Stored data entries
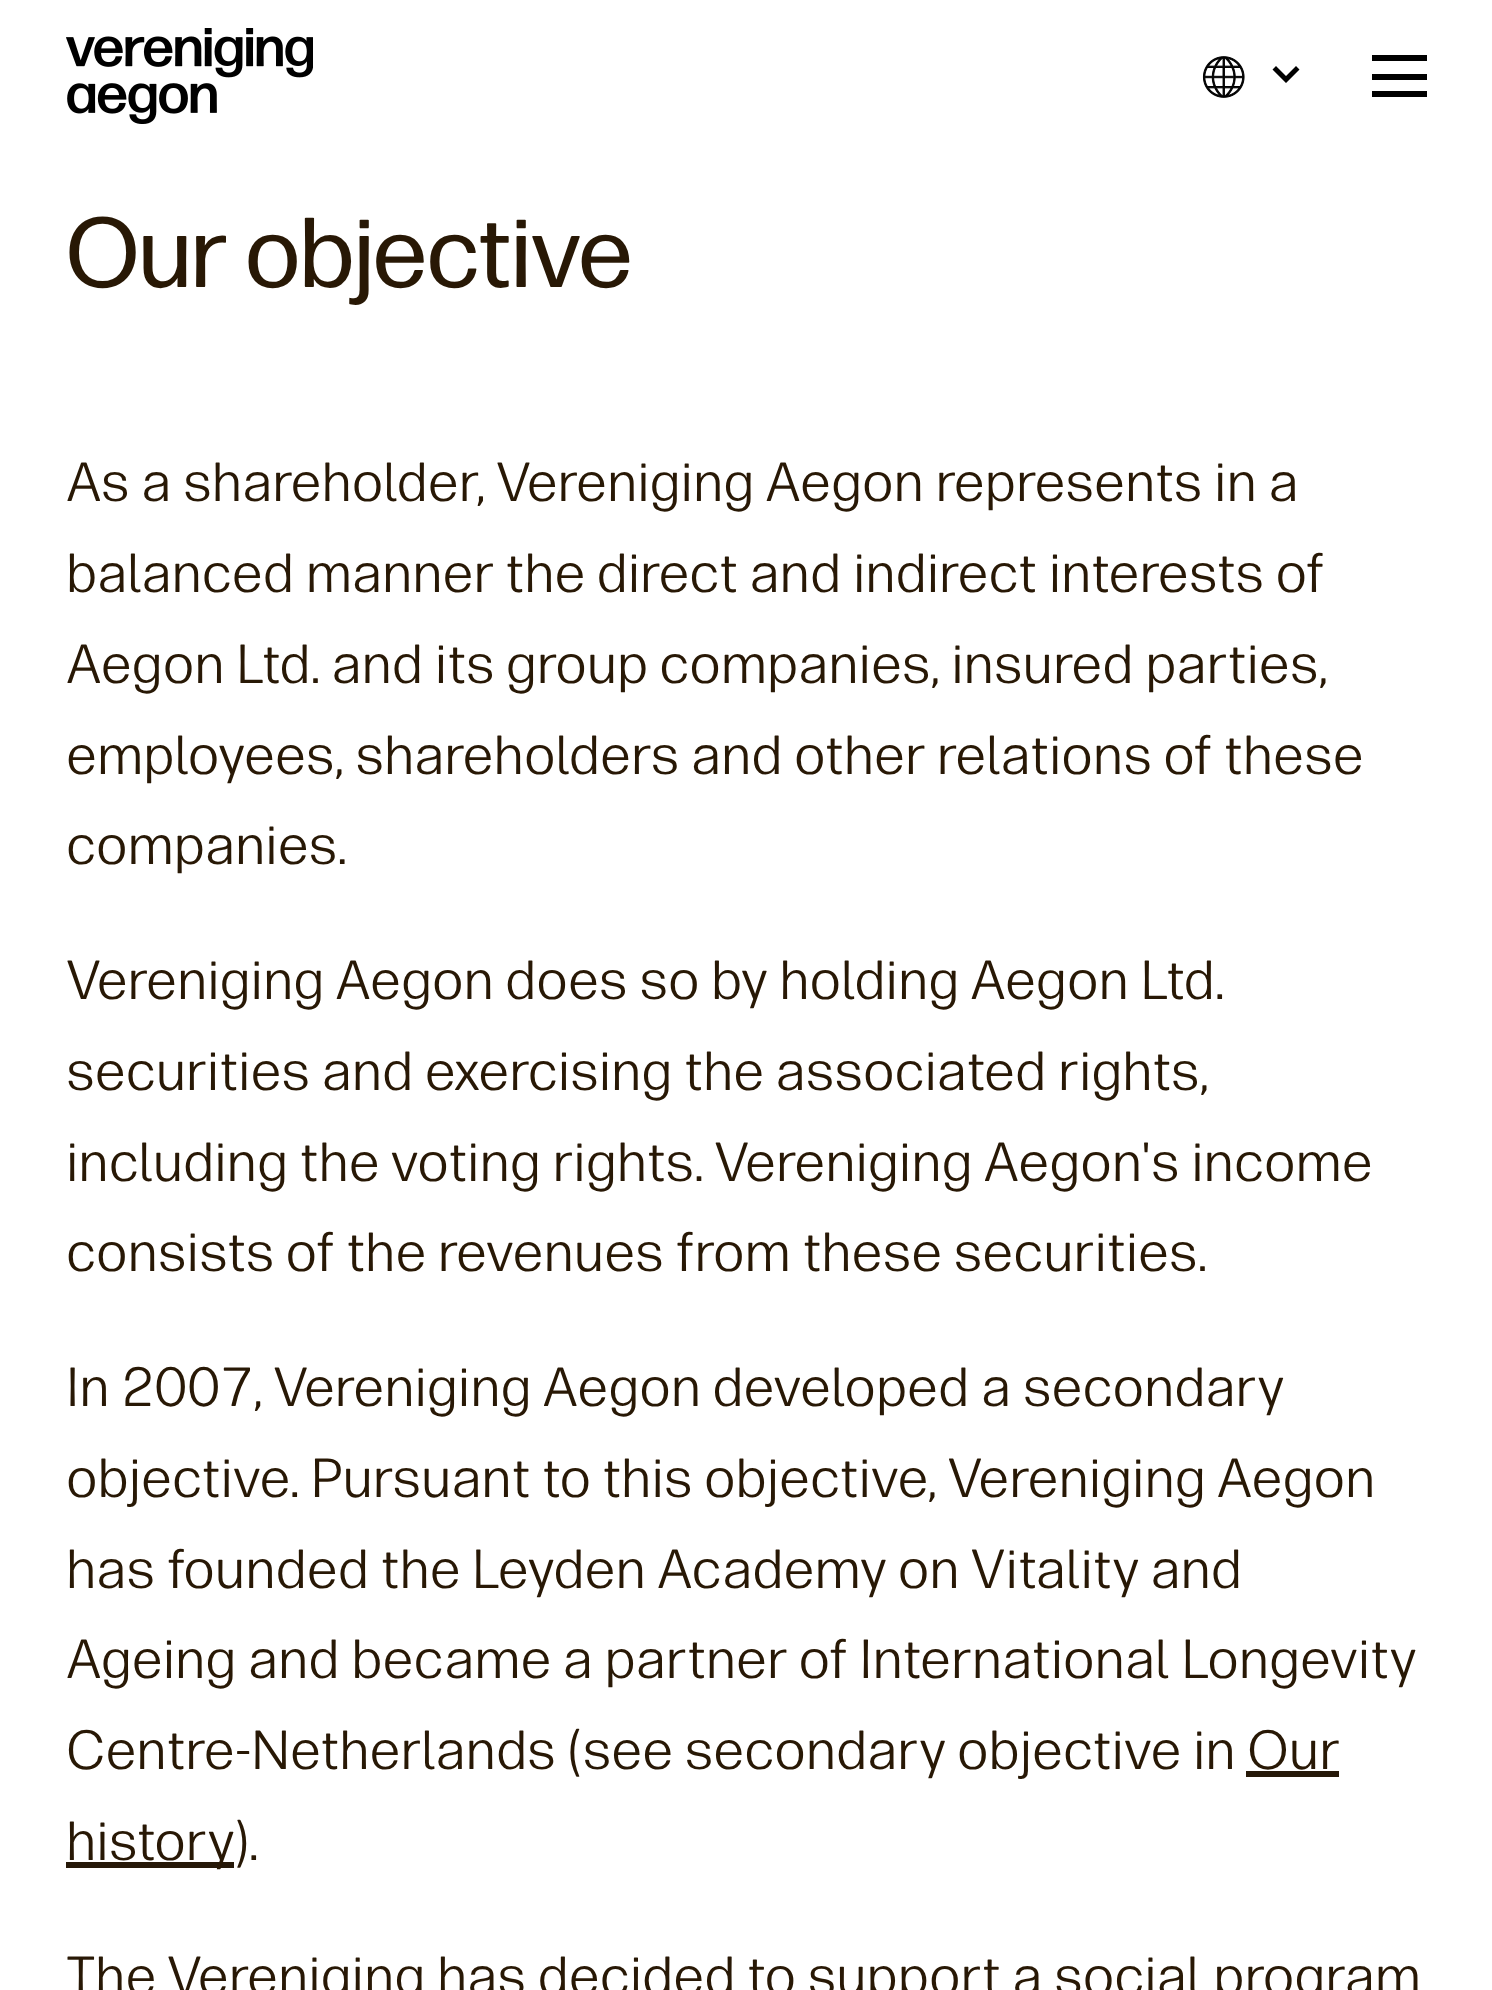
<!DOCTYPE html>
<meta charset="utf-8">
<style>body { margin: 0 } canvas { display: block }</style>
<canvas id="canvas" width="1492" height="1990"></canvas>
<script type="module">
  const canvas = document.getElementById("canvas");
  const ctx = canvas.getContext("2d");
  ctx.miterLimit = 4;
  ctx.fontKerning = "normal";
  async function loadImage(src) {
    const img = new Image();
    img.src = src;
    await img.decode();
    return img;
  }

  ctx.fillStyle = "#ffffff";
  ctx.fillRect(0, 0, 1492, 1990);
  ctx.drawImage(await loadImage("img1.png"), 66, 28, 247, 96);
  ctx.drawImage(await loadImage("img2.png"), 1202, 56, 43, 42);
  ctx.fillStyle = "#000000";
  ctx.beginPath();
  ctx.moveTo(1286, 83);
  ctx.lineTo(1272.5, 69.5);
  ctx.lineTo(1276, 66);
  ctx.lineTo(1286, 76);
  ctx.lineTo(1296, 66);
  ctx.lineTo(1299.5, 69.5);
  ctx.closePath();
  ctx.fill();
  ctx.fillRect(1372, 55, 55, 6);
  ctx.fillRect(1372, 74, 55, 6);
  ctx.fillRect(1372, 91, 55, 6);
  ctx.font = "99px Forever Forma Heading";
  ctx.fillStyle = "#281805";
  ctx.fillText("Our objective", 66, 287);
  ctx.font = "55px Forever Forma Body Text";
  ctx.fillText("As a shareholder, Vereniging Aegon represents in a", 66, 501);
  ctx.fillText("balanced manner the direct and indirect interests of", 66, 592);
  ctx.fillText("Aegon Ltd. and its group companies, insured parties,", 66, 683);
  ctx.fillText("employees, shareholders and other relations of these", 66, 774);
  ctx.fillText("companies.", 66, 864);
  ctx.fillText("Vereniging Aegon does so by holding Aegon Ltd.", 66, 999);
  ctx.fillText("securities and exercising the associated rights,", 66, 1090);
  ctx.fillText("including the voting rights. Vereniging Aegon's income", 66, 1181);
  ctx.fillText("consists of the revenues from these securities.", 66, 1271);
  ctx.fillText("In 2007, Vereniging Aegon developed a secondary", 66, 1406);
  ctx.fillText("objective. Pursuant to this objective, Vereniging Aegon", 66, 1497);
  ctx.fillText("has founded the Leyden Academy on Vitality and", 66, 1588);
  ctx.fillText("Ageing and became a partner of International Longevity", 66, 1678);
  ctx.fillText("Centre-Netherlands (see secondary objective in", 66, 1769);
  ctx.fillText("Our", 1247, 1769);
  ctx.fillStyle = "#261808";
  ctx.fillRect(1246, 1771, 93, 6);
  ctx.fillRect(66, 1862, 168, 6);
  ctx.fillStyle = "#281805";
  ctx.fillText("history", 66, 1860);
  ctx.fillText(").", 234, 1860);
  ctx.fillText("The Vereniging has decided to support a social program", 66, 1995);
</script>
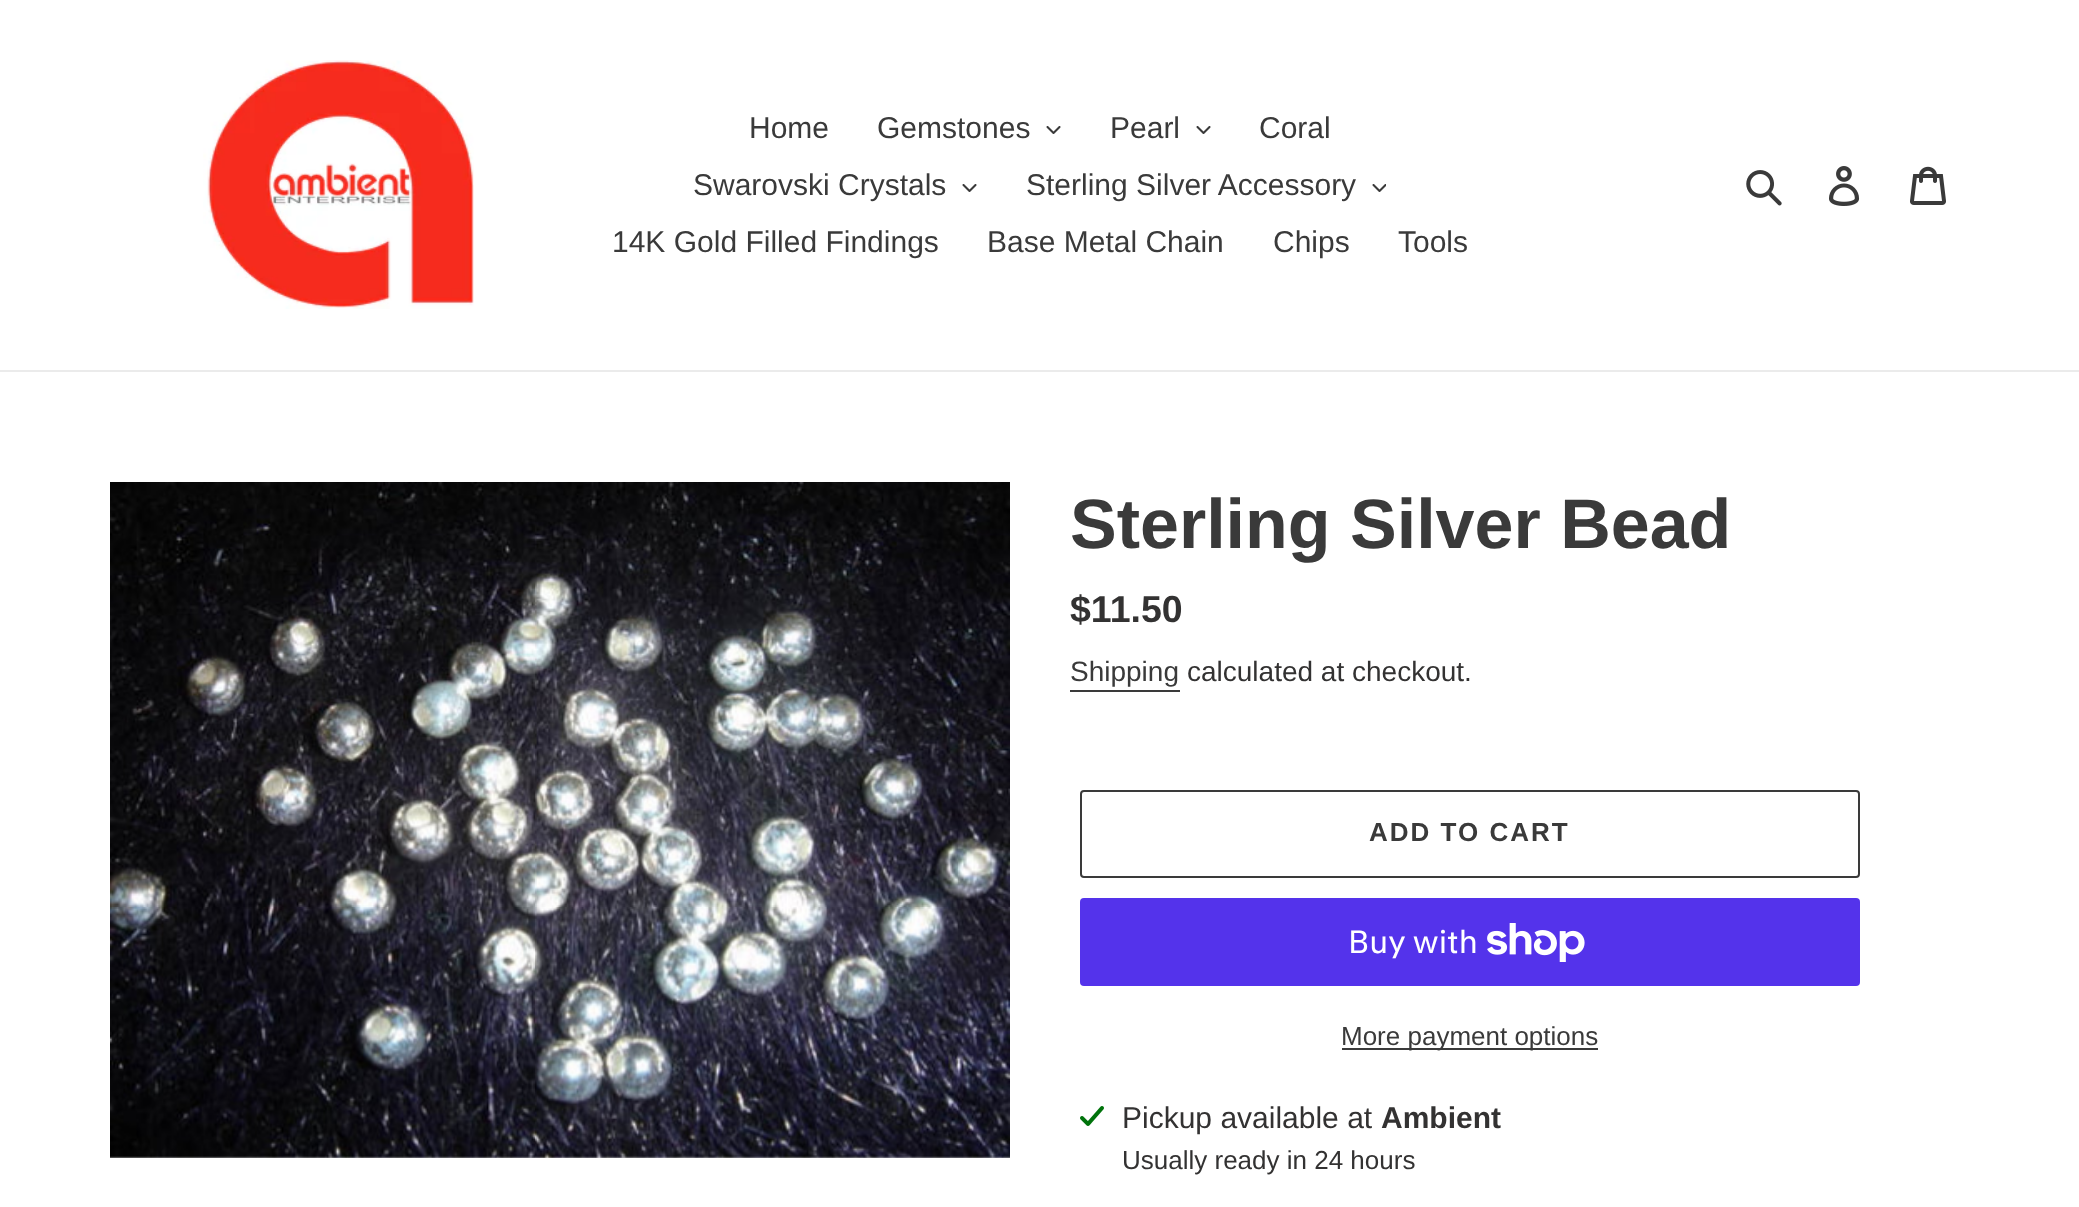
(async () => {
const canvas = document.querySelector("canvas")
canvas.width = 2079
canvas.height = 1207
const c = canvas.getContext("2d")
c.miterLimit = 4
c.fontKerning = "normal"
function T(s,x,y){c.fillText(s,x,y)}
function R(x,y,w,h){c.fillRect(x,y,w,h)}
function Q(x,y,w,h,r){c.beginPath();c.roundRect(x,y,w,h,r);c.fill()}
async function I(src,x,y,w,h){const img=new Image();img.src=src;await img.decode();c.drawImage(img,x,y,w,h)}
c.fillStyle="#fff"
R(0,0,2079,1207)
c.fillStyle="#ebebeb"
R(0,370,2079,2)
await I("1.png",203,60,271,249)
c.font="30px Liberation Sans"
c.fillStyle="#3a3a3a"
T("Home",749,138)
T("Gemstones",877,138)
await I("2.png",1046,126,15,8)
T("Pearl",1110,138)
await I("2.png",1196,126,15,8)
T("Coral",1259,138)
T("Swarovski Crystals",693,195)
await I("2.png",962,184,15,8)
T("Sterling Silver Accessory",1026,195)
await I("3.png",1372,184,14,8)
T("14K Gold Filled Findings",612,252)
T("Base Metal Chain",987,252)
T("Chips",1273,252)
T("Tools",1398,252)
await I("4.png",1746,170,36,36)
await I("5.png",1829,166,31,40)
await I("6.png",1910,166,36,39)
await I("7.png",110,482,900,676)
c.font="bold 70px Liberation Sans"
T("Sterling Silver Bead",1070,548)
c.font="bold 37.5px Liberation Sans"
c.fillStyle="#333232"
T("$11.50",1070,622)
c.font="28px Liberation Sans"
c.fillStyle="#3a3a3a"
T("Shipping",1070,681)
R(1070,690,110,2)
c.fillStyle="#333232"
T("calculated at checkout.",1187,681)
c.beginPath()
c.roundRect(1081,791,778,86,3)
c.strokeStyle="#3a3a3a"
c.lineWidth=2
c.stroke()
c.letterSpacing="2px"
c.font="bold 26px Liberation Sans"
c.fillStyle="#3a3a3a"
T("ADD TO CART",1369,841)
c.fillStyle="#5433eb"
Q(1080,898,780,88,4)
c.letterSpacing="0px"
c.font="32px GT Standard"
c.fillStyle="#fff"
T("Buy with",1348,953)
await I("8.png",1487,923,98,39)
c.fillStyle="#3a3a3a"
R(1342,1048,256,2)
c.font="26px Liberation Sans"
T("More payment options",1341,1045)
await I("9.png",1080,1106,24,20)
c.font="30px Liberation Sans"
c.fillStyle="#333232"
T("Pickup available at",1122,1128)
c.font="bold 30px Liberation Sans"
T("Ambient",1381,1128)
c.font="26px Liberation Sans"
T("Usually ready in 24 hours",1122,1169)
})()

# EXERCISE OBJECTIVE:
The answer must consist of every line from the data that contains the word "function".

# THE COMPLETED TASK:
  async function loadImage(src) {
function T(s,x,y){c.fillText(s,x,y)}
function R(x,y,w,h){c.fillRect(x,y,w,h)}
function Q(x,y,w,h,r){c.beginPath();c.roundRect(x,y,w,h,r);c.fill()}
async function I(src,x,y,w,h){const img=new Image();img.src=src;await img.decode();c.drawImage(img,x,y,w,h)}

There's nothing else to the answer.